Other ways to generate AsyncAPI docs
This package is not the only path to an AsyncAPI 3.0 spec. Choose based on how your codebase is structured:
| Approach | When to use |
|---|---|
@document_action / @document_event (this package) |
New projects where consumers are the source of truth |
--template + export_asyncapi (this package) |
Projects with an existing hand-written YAML — get host injection and title auto-fixing for free |
| AsyncAPI CLI directly | CI validation (asyncapi validate), linting, or code generation (asyncapi generate) without Django integration |
| asyncapi-python | Pure-Python programmatic spec building; no Django integration |
Hand-written YAML + static AsyncAPIDocView |
Small teams that find annotations overkill; point AsyncAPIDocView(spec_url=...) at a static YAML file |
| Postman / Insomnia export | If WS flows are already in Postman Collections v2.1 — export and convert with asyncapi convert |
| spectral | Linting an existing spec against the AsyncAPI ruleset; combines with any generation approach |
PyPI publishing
The package uses Hatch as the build backend.
One-time setup
pip install hatch twine
Create a PyPI API token at https://pypi.org/manage/account/token/ and
store it in ~/.pypirc:
[distutils]
index-servers = pypi
[pypi]
username = __token__
password = pypi-<your-token-here>
Or export it for the session:
export TWINE_USERNAME=__token__
export TWINE_PASSWORD=pypi-<your-token-here>
Build and publish
# 1. Bump version in pyproject.toml and channels_spectacular/__init__.py
# 2. Build
hatch build # → dist/*.tar.gz and dist/*.whl
twine check dist/* # validate before uploading
twine upload dist/* # publish to PyPI
Test against TestPyPI first:
twine upload --repository testpypi dist/*
pip install --index-url https://test.pypi.org/simple/ django-channels-spectacular
Automated publishing via GitHub Actions
Create .github/workflows/publish.yml:
name: Publish to PyPI
on:
push:
tags:
- "v*"
jobs:
publish:
runs-on: ubuntu-latest
environment: pypi
permissions:
id-token: write # OIDC trusted publishing — no stored API token needed
steps:
- uses: actions/checkout@v4
- uses: actions/setup-python@v5
with:
python-version: "3.12"
- run: pip install hatch
- run: hatch build
- uses: pypa/gh-action-pypi-publish@release/v1
Enable Trusted Publishing on PyPI (project Settings → Publishing) to skip storing an API token in GitHub Secrets.
ReadTheDocs
The docs/ directory contains a Sphinx project ready to publish on
ReadTheDocs using the Furo theme.
Local preview
cd docs
pip install -r requirements.txt
make html
open _build/html/index.html # macOS; use xdg-open on Linux
ReadTheDocs setup
- Import the GitHub repo at https://readthedocs.org/dashboard/import/
.readthedocs.yamlat the repo root configures the build automatically — no extra configuration in the RTD dashboard is needed.- Set the default branch to
main.
Documentation rebuilds on every push to main and on every v* tag.
Running the tests
cd django-channels-spectacular
pip install -e ".[dev]"
pytest -v
Contributing
Contributions are welcome — bug reports, feature requests, and pull requests alike.

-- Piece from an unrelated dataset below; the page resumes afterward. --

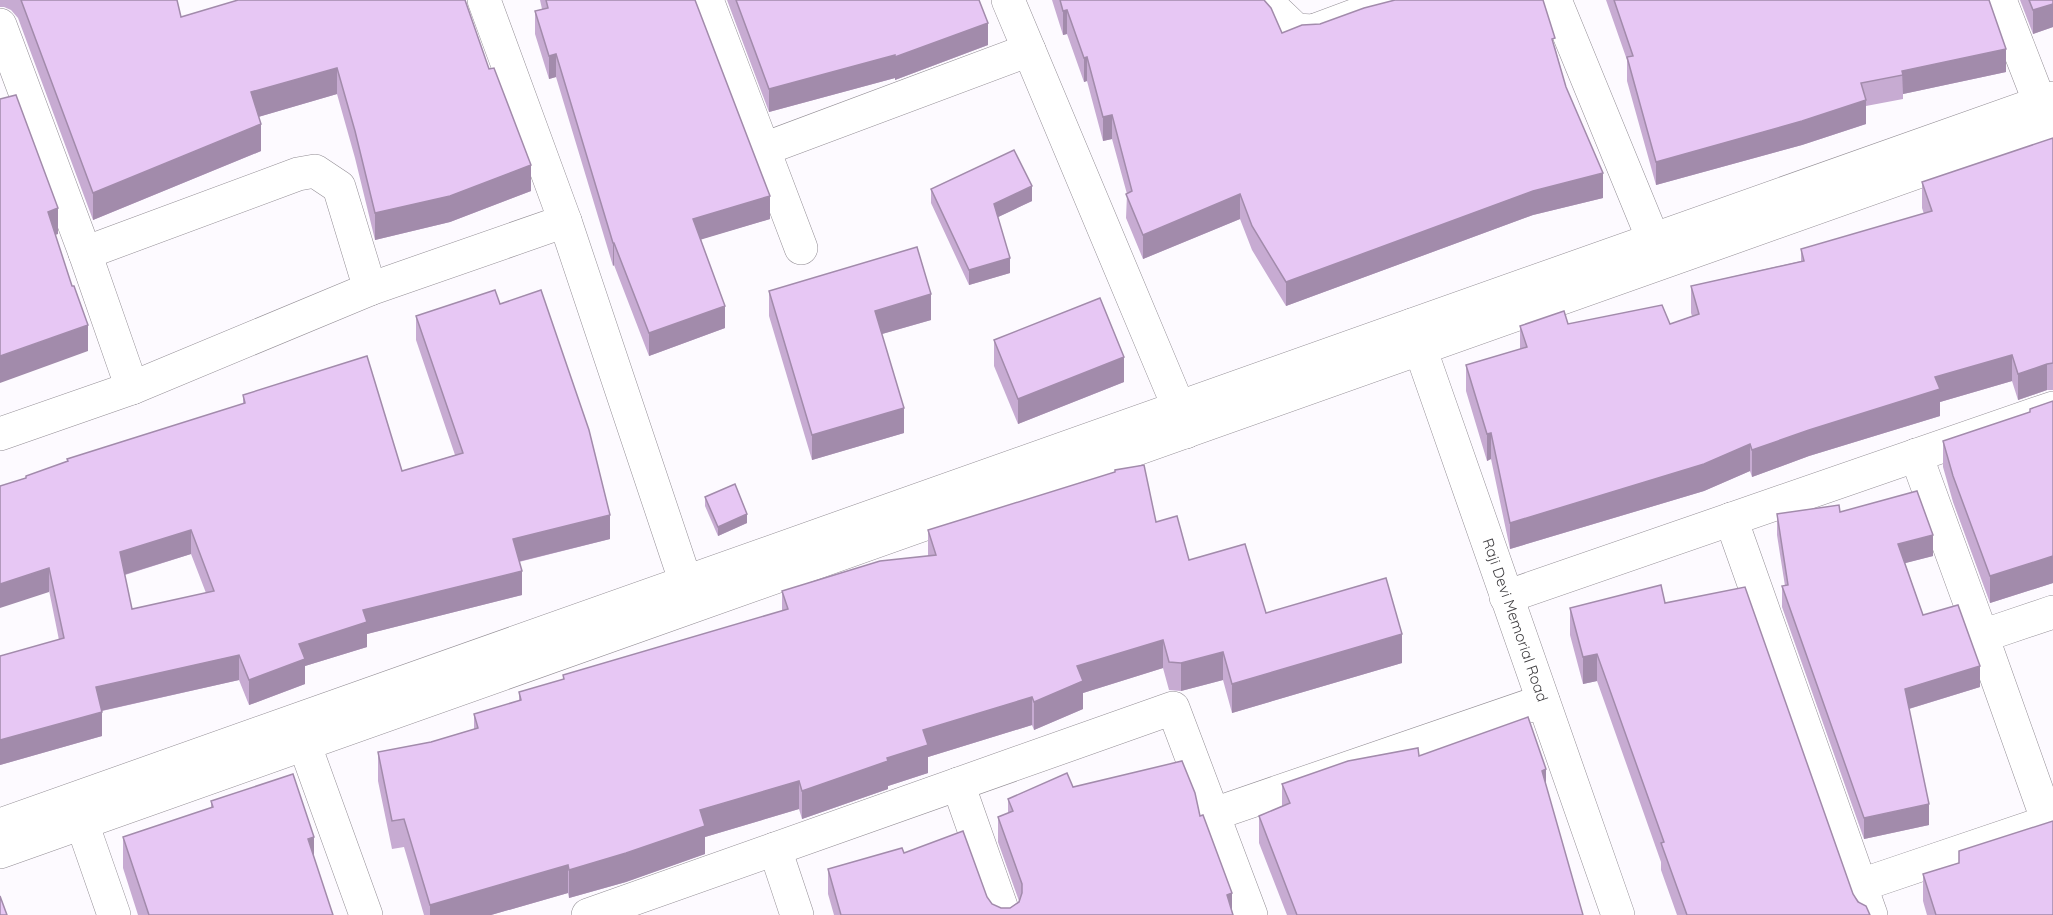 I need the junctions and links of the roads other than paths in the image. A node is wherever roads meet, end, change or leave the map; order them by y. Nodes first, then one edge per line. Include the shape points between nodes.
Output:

Setting up a development environment
git clone https://github.com/ibukun-brain/django-channels-spectacular.git
cd django-channels-spectacular
pip install -e ".[dev]"
# or
uv sync --extra dev
Submitting a pull request
- Fork the repository and create a feature branch from
main. - Make your changes, add tests, and confirm the suite passes.
- Open a pull request against
main— one feature or fix per PR.
Reporting bugs
Open a GitHub issue with the Python/Django/Channels versions, a minimal reproduction, and the full traceback.